=== Section Start ===

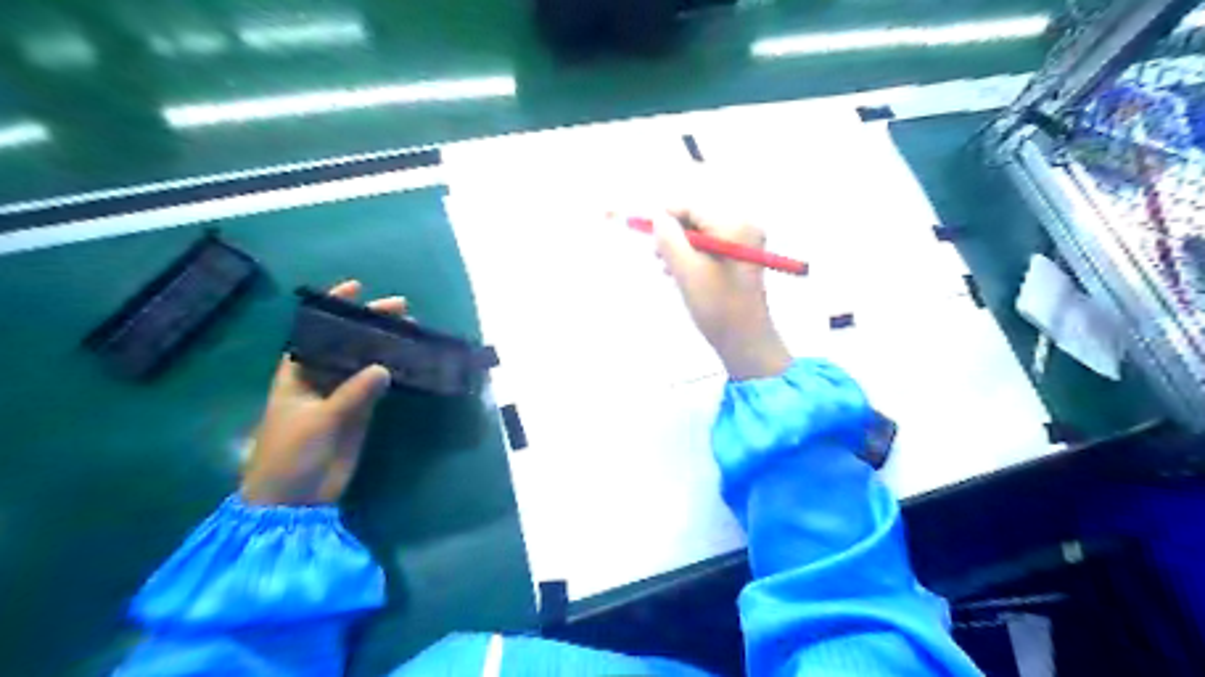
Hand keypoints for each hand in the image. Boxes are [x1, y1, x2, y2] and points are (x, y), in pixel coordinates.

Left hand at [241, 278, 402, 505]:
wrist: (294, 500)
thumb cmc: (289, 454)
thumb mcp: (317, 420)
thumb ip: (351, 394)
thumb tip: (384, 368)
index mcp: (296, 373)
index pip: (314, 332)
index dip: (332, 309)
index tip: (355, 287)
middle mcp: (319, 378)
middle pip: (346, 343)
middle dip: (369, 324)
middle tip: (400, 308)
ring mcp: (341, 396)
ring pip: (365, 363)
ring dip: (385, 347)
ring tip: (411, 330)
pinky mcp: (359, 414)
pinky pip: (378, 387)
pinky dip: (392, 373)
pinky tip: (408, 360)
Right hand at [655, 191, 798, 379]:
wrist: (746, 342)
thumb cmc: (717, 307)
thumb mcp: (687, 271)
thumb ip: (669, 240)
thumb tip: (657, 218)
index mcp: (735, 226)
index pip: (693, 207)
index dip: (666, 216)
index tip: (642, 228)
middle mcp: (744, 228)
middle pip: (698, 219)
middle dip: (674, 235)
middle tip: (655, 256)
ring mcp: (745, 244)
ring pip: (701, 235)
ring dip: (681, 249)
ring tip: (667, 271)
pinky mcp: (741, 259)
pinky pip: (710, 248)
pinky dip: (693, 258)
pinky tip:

=== Section End ===

▶ [Your task] Retype the lines above without alteration. The first is the one containing "ring mcp: (745, 244)", and the last is the final line of the data.

▶ [Response box]
ring mcp: (745, 244)
ring pip: (701, 235)
ring dip: (681, 249)
ring tip: (667, 271)
pinky mcp: (741, 259)
pinky pip: (710, 248)
pinky dip: (693, 258)
pinky tip:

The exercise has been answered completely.